The ALP’s Victorian Left faction has demanded Labor immediately reform itself, while criticising Prime Minister Julia Gillard’s “captain’s pick” of Nova Peris as a slap in the face for party democracy.

In a prequel to expected fireworks at the state party’s April conference, Martin Foley, Albert Park MP and convenor of the dominant State Parliamentary Left Group, takes aim at sclerotic party structures and unaccountable powerbrokers that he likens to vampires from the hit movie saga Twilight.

The document, obtained by Crikey, argues Labor’s notorious factional warlords and daleks have morphed into “Volturi” — Twilight’s ruling vampire royalty class.

“The days of factional ‘warlords’ in the Party have given way to the vampires of the undead empire insisting on the Party being a world apart from mere mortals,” Foley writes.
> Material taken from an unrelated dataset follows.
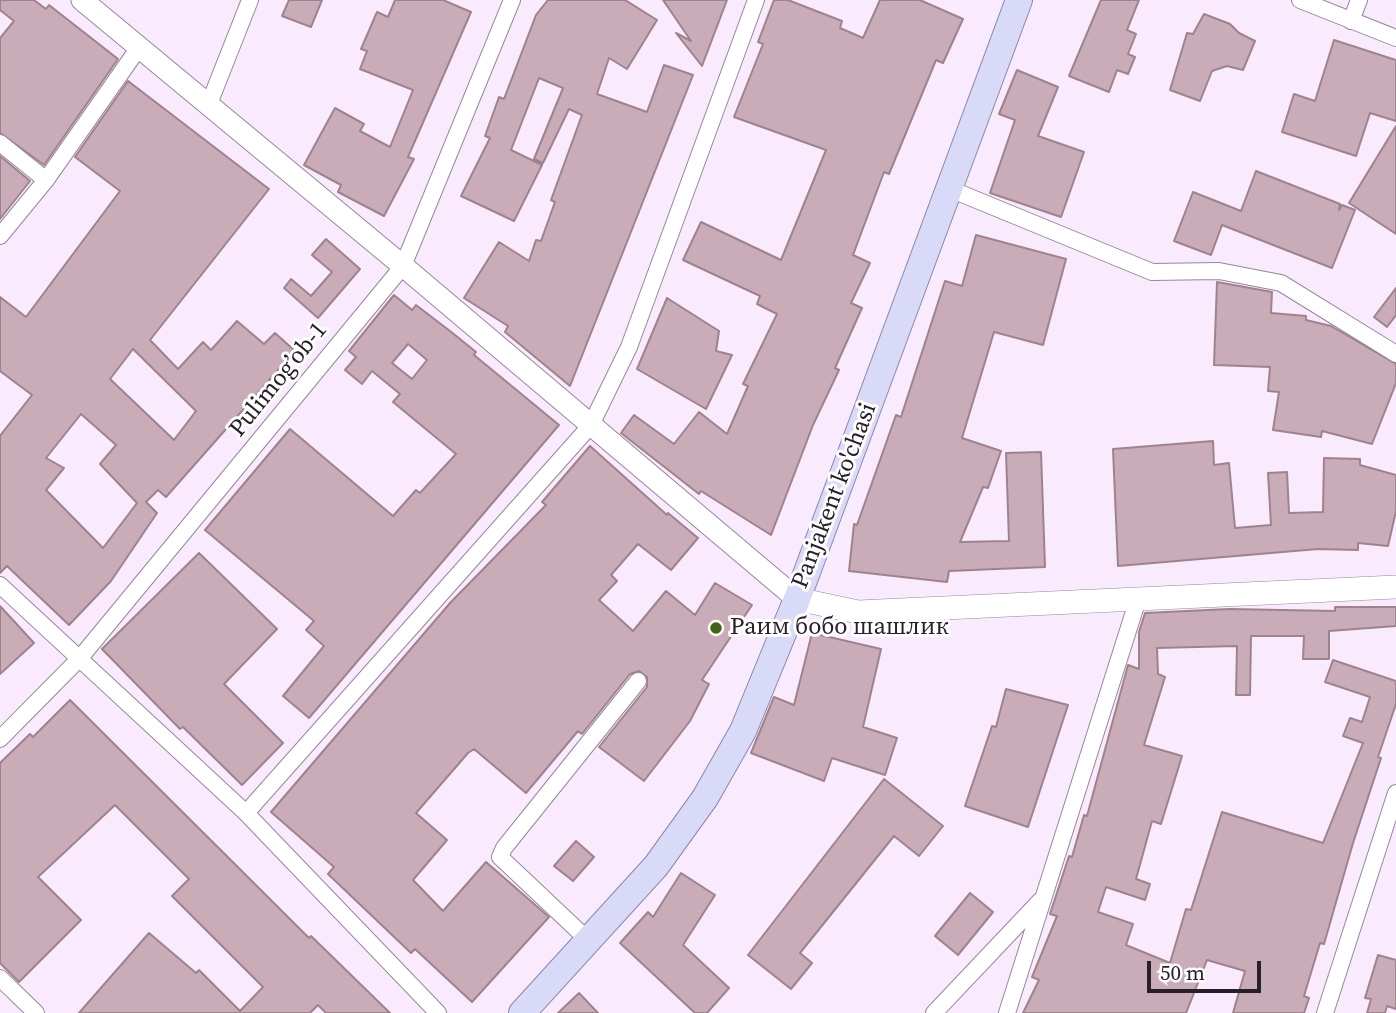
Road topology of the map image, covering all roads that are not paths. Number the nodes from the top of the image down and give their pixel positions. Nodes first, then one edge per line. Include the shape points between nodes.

“Like the Twilight Saga own our ‘Volturi’ … enforce their codes of compliance and control — sadly minus the good looks. They falsely promise eternal political life in return for our political soul. The Party’s political lifeblood threatens to be drained away if we allow their whisperings to encircle our hearts and our better judgement.”

“The alternative,” Foley writes, “is for the Party members and supporters of renewal to drive the dagger of democratic organisational change through the Volturi’s heart. We know it has to be done — it’s just a question of when we will take responsibility for our political party.”
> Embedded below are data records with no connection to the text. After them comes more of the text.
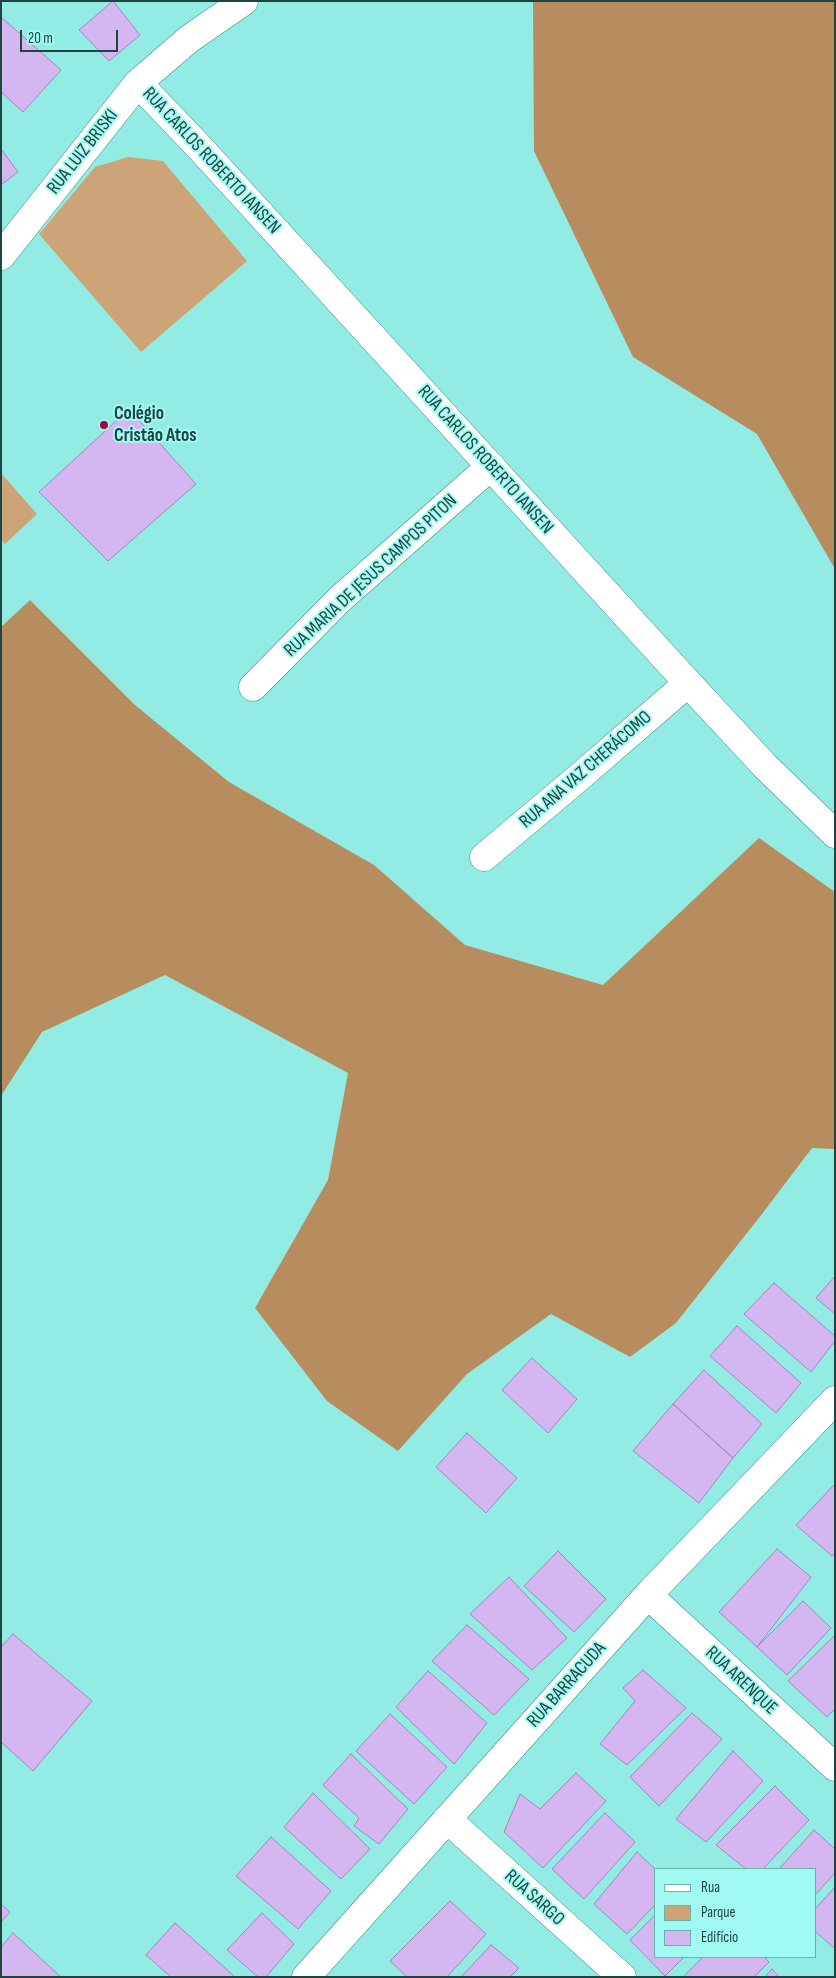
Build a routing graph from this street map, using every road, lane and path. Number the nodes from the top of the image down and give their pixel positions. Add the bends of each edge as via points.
1 (244, 1) edge
2 (138, 83) junction
3 (1, 256) edge
4 (491, 466) junction
5 (688, 683) junction
6 (253, 687) dead end
7 (835, 834) edge
8 (484, 857) dead end
9 (835, 1400) edge
10 (648, 1595) junction
11 (835, 1767) edge
12 (447, 1819) junction
13 (306, 1977) edge
14 (622, 1977) edge

1 - 2 street, RUA LUIZ BRISKI via 189,38
2 - 3 street, RUA LUIZ BRISKI
2 - 4 street, RUA CARLOS ROBERTO IANSEN
4 - 5 street, RUA CARLOS ROBERTO IANSEN
4 - 6 street, RUA MARIA DE JESUS CAMPOS PITON via 340,599
5 - 7 street, RUA CARLOS ROBERTO IANSEN via 765,766
5 - 8 street, RUA ANA VAZ CHERÁCOMO
9 - 10 street, RUA BARRACUDA
10 - 11 street, RUA ARENQUE
10 - 12 street, RUA BARRACUDA
12 - 13 street, RUA BARRACUDA
12 - 14 street, RUA SARGO

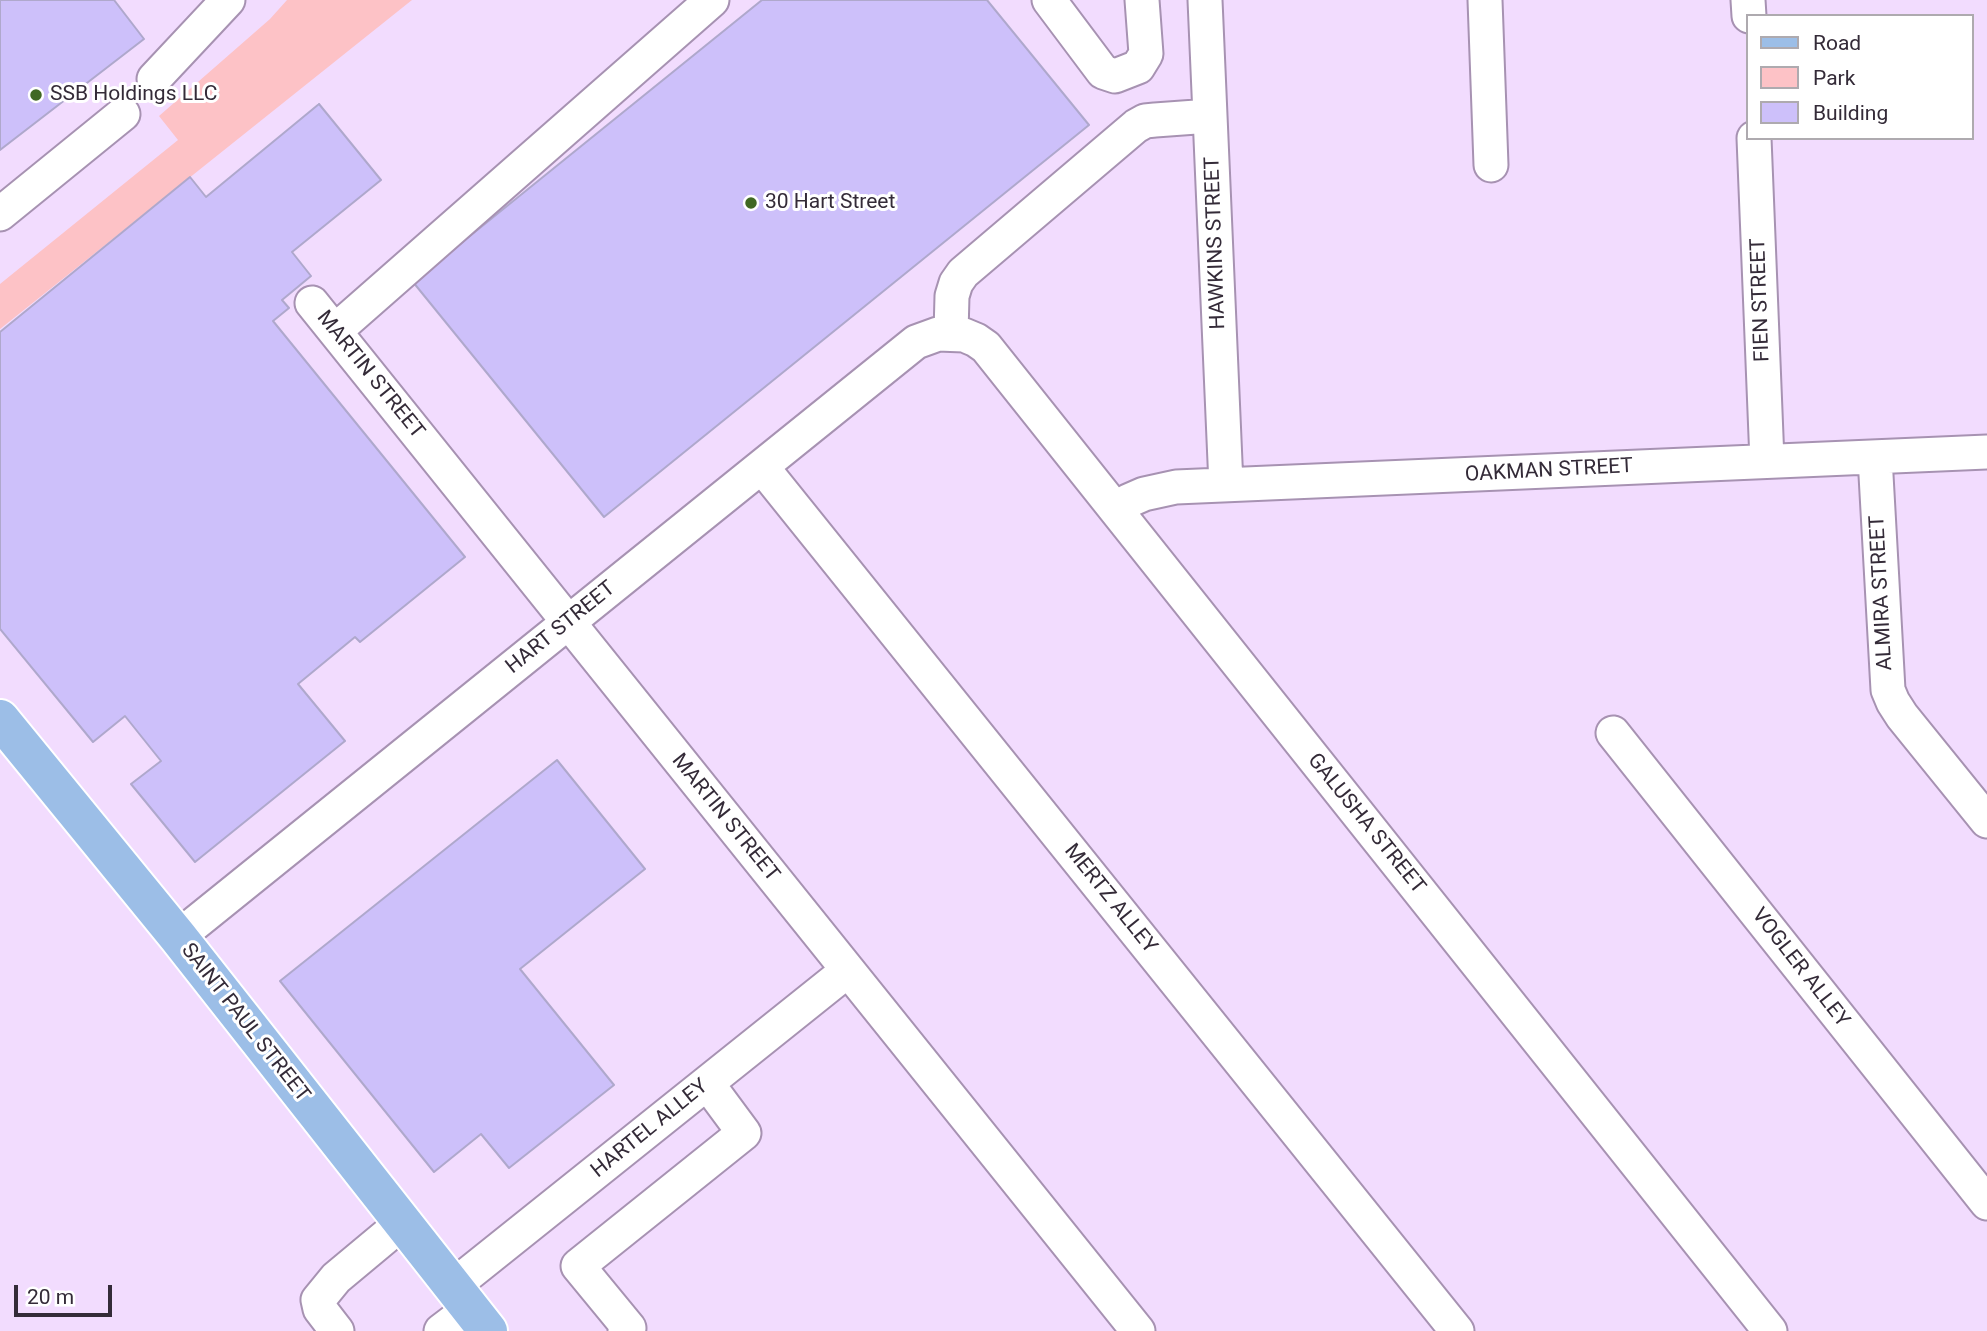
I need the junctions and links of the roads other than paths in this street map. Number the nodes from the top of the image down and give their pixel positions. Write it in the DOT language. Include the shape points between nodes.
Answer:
graph roads {
  1 [pos="228,0"];
  2 [pos="712,0"];
  3 [pos="1142,0"];
  4 [pos="1205,0"];
  5 [pos="1485,0"];
  6 [pos="1052,2"];
  7 [pos="154,79"];
  8 [pos="123,114"];
  9 [pos="1210,116"];
  10 [pos="1754,140"];
  11 [pos="1491,165"];
  12 [pos="0,214"];
  13 [pos="312,303"];
  14 [pos="335,331"];
  15 [pos="951,333"];
  16 [pos="1987,452"];
  17 [pos="1875,457"];
  18 [pos="1767,461"];
  19 [pos="762,467"];
  20 [pos="1226,485"];
  21 [pos="1117,511"];
  22 [pos="568,622"];
  23 [pos="0,719"];
  24 [pos="1614,733"];
  25 [pos="1987,821"];
  26 [pos="177,937"];
  27 [pos="848,971"];
  28 [pos="707,1083"];
  29 [pos="1987,1203"];
  30 [pos="402,1223"];
  31 [pos="463,1314"];
  32 [pos="1129,1328"];
  33 [pos="627,1329"];
  34 [pos="337,1331"];
  35 [pos="1457,1331"];
  36 [pos="1770,1331"];
  1 -- 7 [label="street"];
  2 -- 14 [label="street"];
  3 -- 6 [label="street" via="1146,54 1138,67 1115,76 1103,72"];
  4 -- 9 [label="street, HAWKINS STREET"];
  5 -- 11 [label="street"];
  8 -- 12 [label="street"];
  9 -- 15 [label="street" via="1145,121 1105,152 963,272 952,296"];
  9 -- 20 [label="street, HAWKINS STREET"];
  10 -- 18 [label="street, FIEN STREET"];
  13 -- 14 [label="street, MARTIN STREET"];
  14 -- 22 [label="street, MARTIN STREET"];
  15 -- 19 [label="street, HART STREET" via="916,342"];
  15 -- 21 [label="street, GALUSHA STREET" via="986,347"];
  16 -- 17 [label="street, OAKMAN STREET"];
  17 -- 18 [label="street, OAKMAN STREET"];
  17 -- 25 [label="street, ALMIRA STREET" via="1888,690 1902,716"];
  18 -- 20 [label="street, OAKMAN STREET"];
  19 -- 22 [label="street, HART STREET"];
  19 -- 35 [label="street, MERTZ ALLEY"];
  20 -- 21 [label="street, OAKMAN STREET" via="1158,489 1128,501"];
  21 -- 36 [label="street, GALUSHA STREET"];
  22 -- 26 [label="street, HART STREET"];
  22 -- 27 [label="street, MARTIN STREET"];
  23 -- 26 [label="main road, SAINT PAUL STREET"];
  24 -- 29 [label="street, VOGLER ALLEY"];
  26 -- 30 [label="main road, SAINT PAUL STREET"];
  27 -- 28 [label="street, HARTEL ALLEY"];
  27 -- 32 [label="street, MARTIN STREET"];
  28 -- 31 [label="street, HARTEL ALLEY"];
  28 -- 33 [label="street" via="744,1133 578,1266"];
  30 -- 31 [label="main road, SAINT PAUL STREET"];
  30 -- 34 [label="street" via="336,1278 318,1300"];
}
Foley, also shadow parliamentary secretary for the environment, slams the recent parachuting of Peris by the Labor’s National Executive acting on the Prime Minister’s advice, as a counterproductive trick that flies in the face of a sorely needed democratic upsurge:

“The need for one more trick like a ‘Captains Pick’ (which despite the qualities of the ‘star’ runs the risk of a trifecta of disenfranchising party activists, accusations of tokenism and alienating the very community it was meant to be a signal to) are the alternative to serious reform.”

The Socialist Left stalwart presents a four-point plan to save Labor, namely by increasing the participation of existing members and enabling them to draft in friends and sympathisers.

The full document, The Twilight Saga of Labor Party Renewal: 2013 Left Discussion Paper, reiterates many of the modernisation and fundraising proposals floated by Alan Griffin in his 2011 review of the 2010 state election loss, including a dedicated local organisational unit and a further embracing of “Labor supporters” in the community working hand-in-glove with Griffin’s marginal seats strategy.

Direct grassroots participation in preselections, party leadership elections and policy development frameworks are key as is a “serious organisational investment in membership development, local community leadership and campaigning skills”. The new structure must be co-driven by “strong centralised engagement techniques” as well as local fund-raising efforts.

Foley also calls for state conference to be overhauled and re-extended to two days to enable more fulsome debate and discussion, rather than the usual jamming through of omnibus resolutions and urgency motions that most delegates fail to read.

On the crucial topic of public office preselection, Foley proposes that votes from members of affiliated trade unions in the lower house seat in question (eg AMWU members at Toyota Altona in the event of a contested preselection for the federal seat of Gellibrand) be registered as half the total union vote, which currently stands at 50%. This would effectively dilute the power of large right-wing unions such as the Shop, Distributive and Allied Employees’ Association that tend to wield strong influence when it comes to fingering candidates.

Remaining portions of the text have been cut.